With a full larder and few people on campus to serve, Rochester Institute of Technology started using up its food supplies this week by delivering regular meals to health care workers at Rochester Regional Health.
The university plans to deliver 100 meals at a time on Mondays, Wednesdays and Fridays until supplies run out. At the same time, RIT’s FoodShare, an on-campus food pantry, has started accepting appointments to provide donated groceries to students, faculty, staff and alumni who are in need. The program will be open until the end of the semester, May 7.
Monday’s meal delivery included individual portions of flank steak, mushrooms, roasted potatoes and broccoli as one meal. Other entrees included sweet and sour chicken with rice and black bean burritos and salads. Individual slices of cake were also sent to the RRH locations.

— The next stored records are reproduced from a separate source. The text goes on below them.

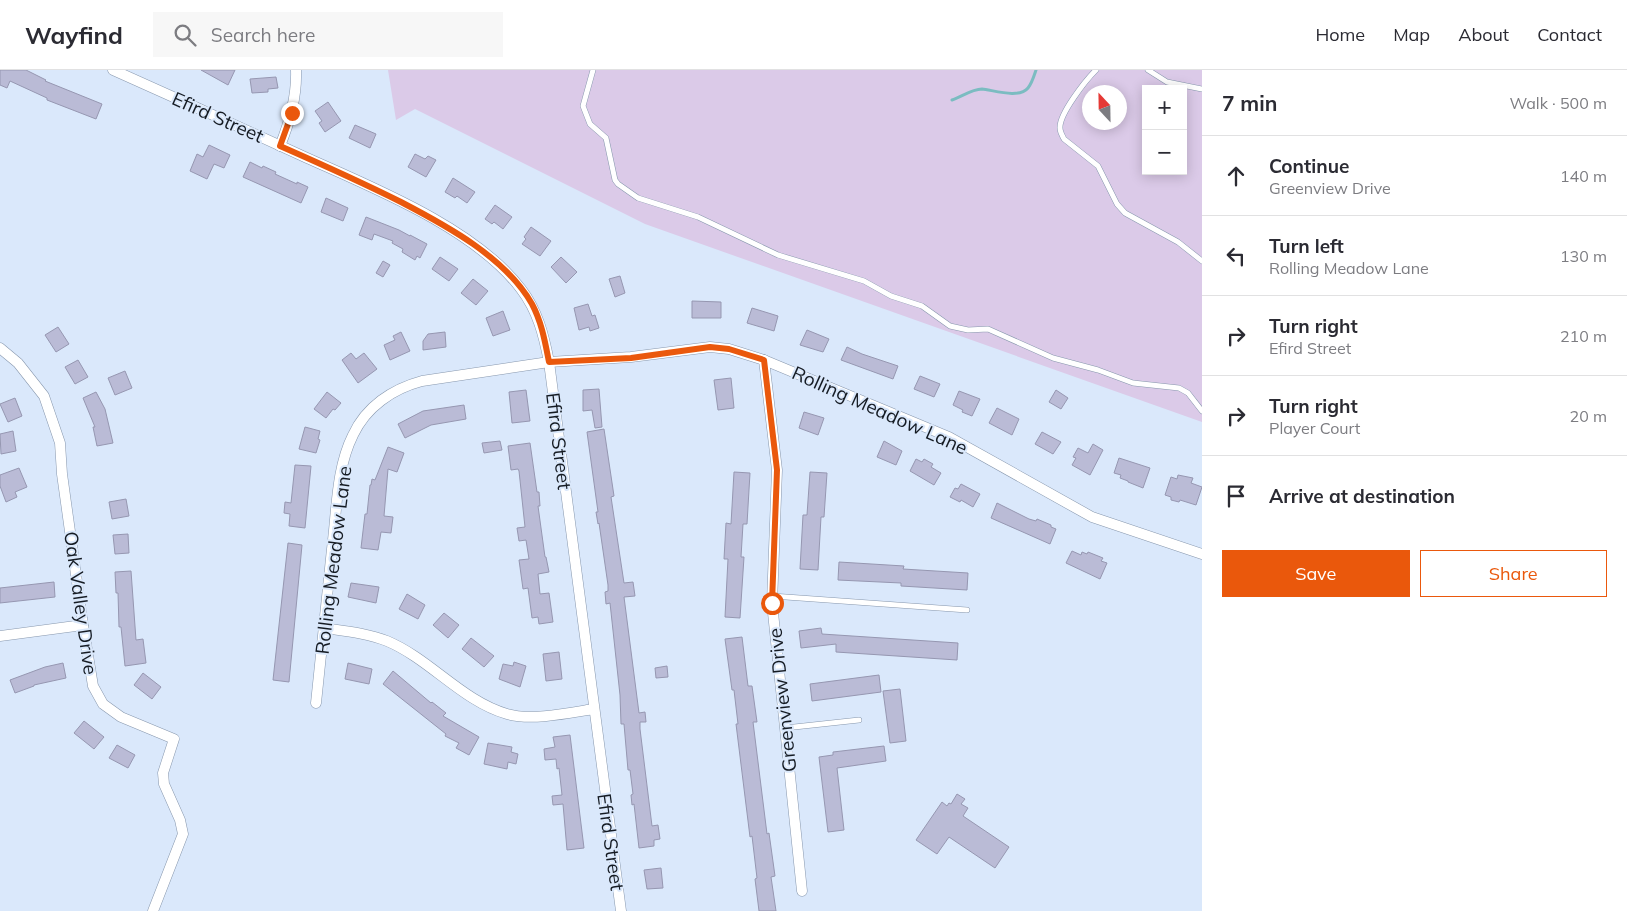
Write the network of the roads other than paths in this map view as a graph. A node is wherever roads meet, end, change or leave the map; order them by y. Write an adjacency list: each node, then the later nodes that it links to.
1 (113, 70): 7 (street, Efird Street)
2 (296, 70): 7 (street)
3 (593, 70): 12 (lane)
4 (1096, 70): 8 (lane)
5 (1148, 70): 6 (lane)
6 (1202, 88)
7 (280, 146): 11 (street, Efird Street)
8 (1202, 261)
9 (0, 348): 16 (street, Oak Valley Drive)
10 (764, 360): 11 (street, Rolling Meadow Lane); 13 (street, Rolling Meadow Lane); 14 (street, Greenview Drive)
11 (549, 362): 17 (street, Rolling Meadow Lane); 20 (street, Efird Street)
12 (1202, 411)
13 (1202, 554)
14 (772, 596): 15 (lane); 22 (street, Greenview Drive)
15 (967, 610)
16 (83, 625): 18 (street); 24 (street, Oak Valley Drive)
17 (324, 628): 19 (street, Rolling Meadow Lane); 20 (street)
18 (0, 636)
19 (316, 702)
20 (594, 708): 25 (street, Efird Street)
21 (859, 720): 22 (lane)
22 (785, 728): 23 (street, Greenview Drive)
23 (802, 891)
24 (153, 911)
25 (621, 911)

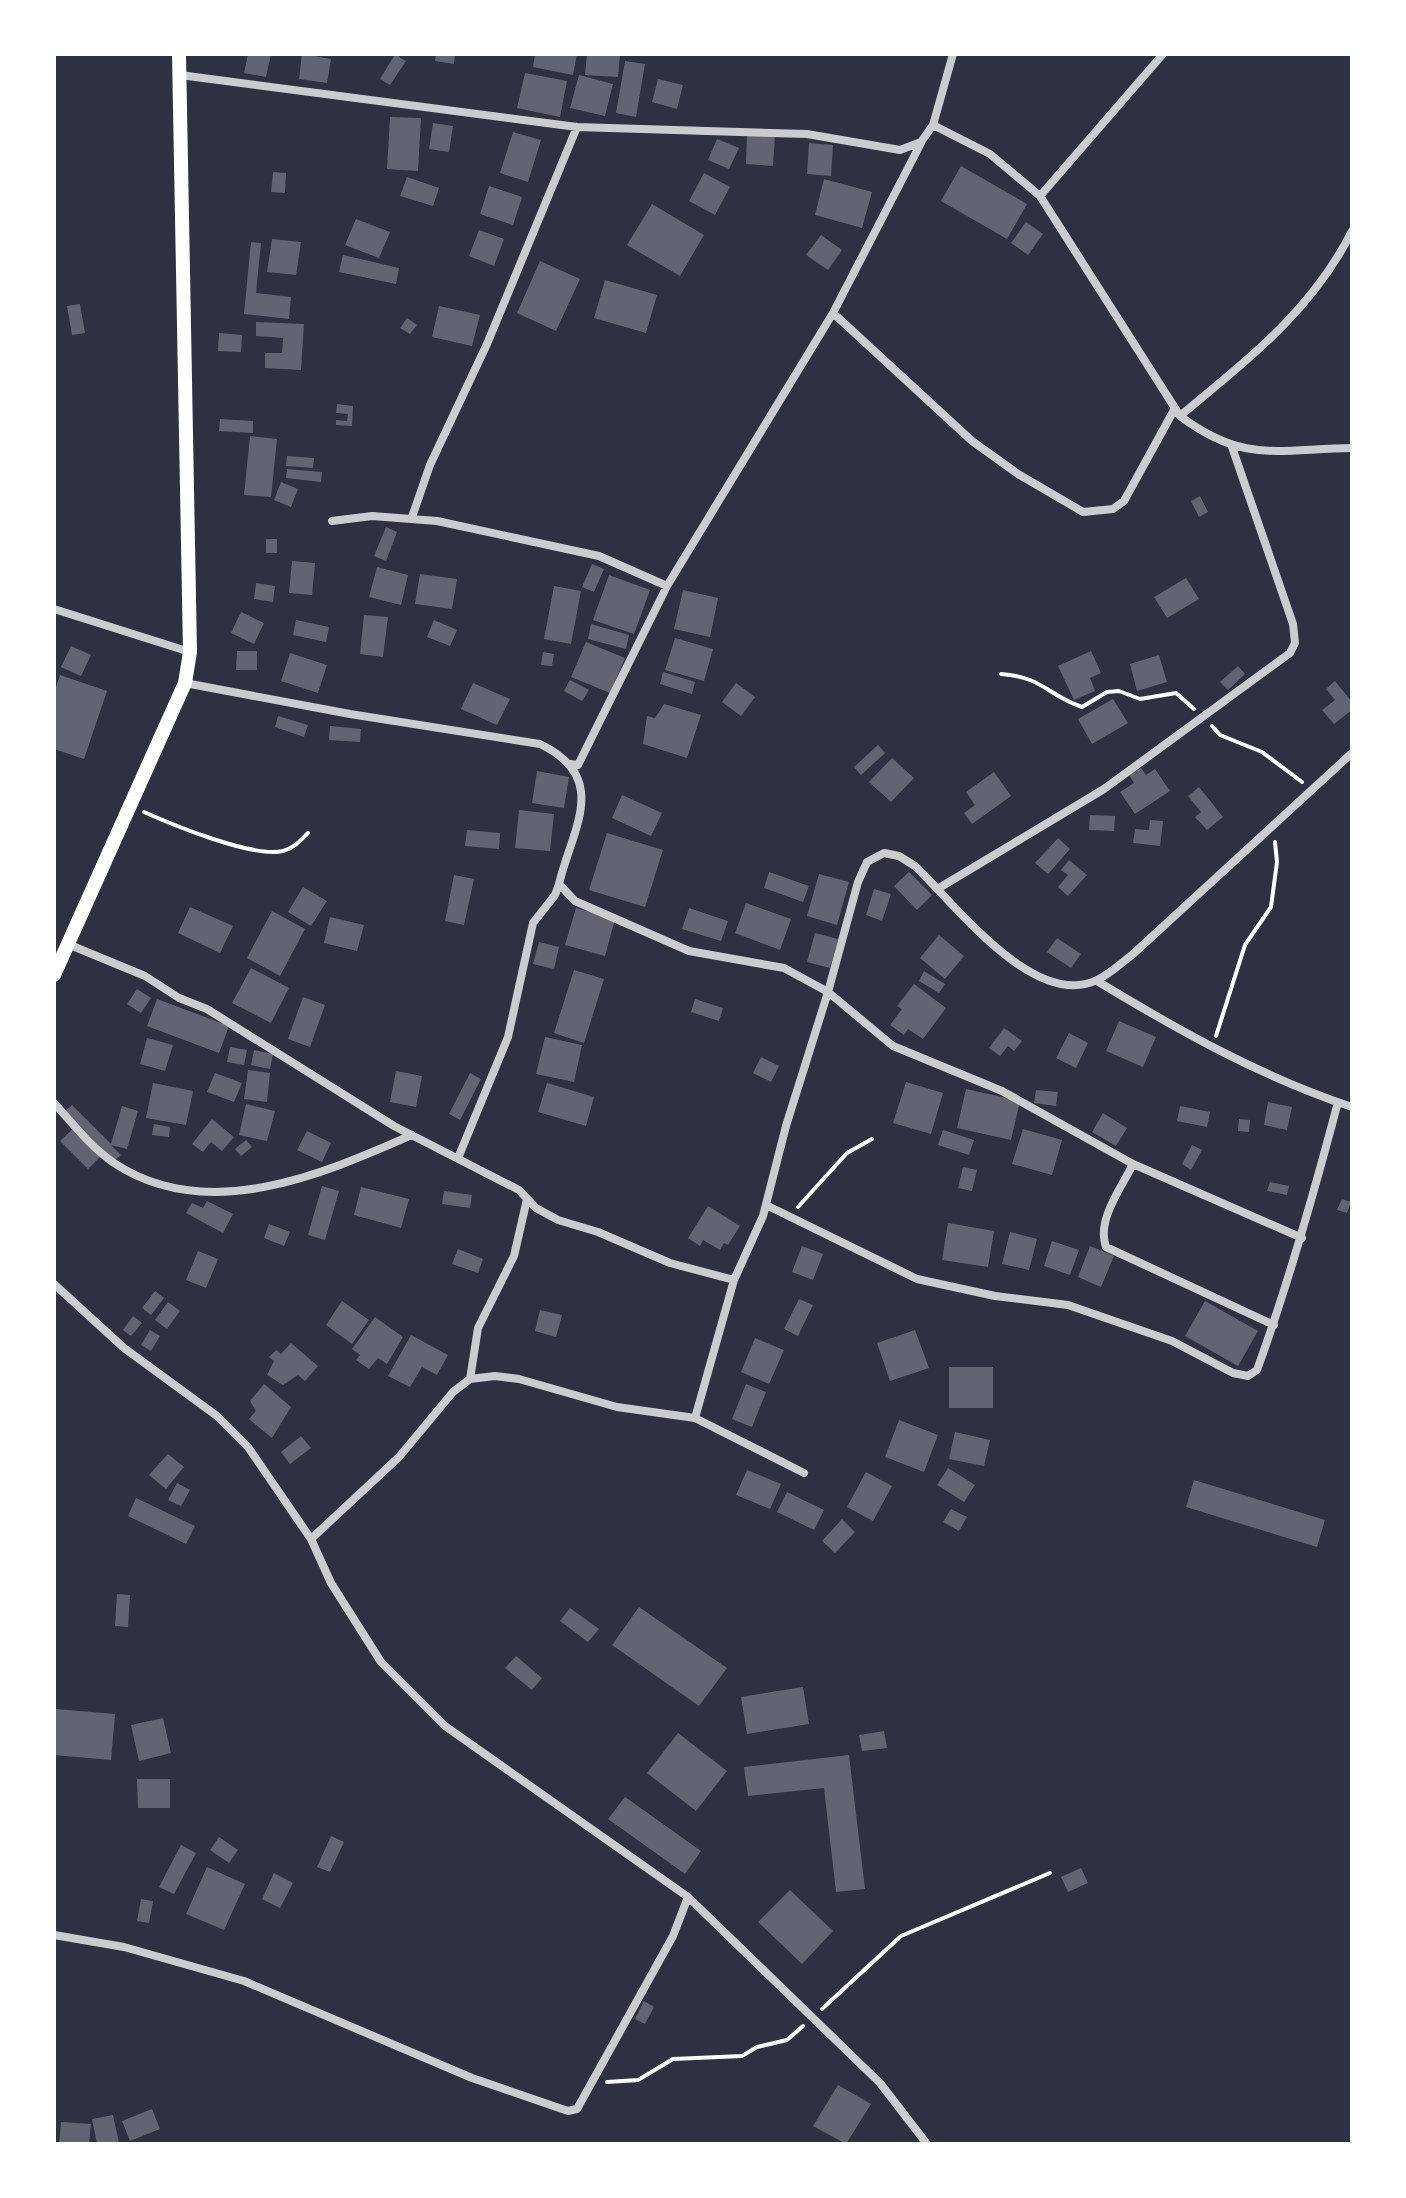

“We’re trying to best utilize the food we already have on campus that was planned for events and the students’ return after spring break,” said Autumn Geer, chef de cuisine for RIT Catering.
When the COVID-19 pandemic hit and colleges started moving to online instruction, RIT students were already on spring break.
“I have a lot of friends in the health care field who are risking their lives every day,” Geer said. “They don’t have a lot of food available to them when they need it and aren’t eating properly. They often don’t have time to pack a well-balanced meal. So we’re hoping to do some good, and to keep our staff engaged and inspired to know they are doing something good.”
Rochester Regional Health is RIT’s clinical partner for its health care related programs.
“What this means to our frontline staff is immeasurable,” said Michele Grazulis, president of RRH Foundations. “ For some, it will be the meal they eat during work since our cafeterias are closed. For others, it will be the meal they take home after a long day of taking care of our community. It will provide comfort and nourishment, and we are thankful to our partners at RIT for thinking of our employees in such a meaningful way during this time.”
The RIT food pantry, which normally serves 900 people a year, had closed in March when non-essential businesses were asked to close, but reopened this week on an appointment-only basis. Appointments are available on Tuesdays and Thursdays, with 24 slots available each day.
“If there is a greater need, we may expand that,” said Sharon Kompalla-Porter, associate director of residence life. “We’re trying to be as cautious as possible, designating this new model with both the health and safety of the FoodShare staff and visitors in mind.”
Participants who need food can arrange for an appointment by visiting the RIT FoodShare webpage.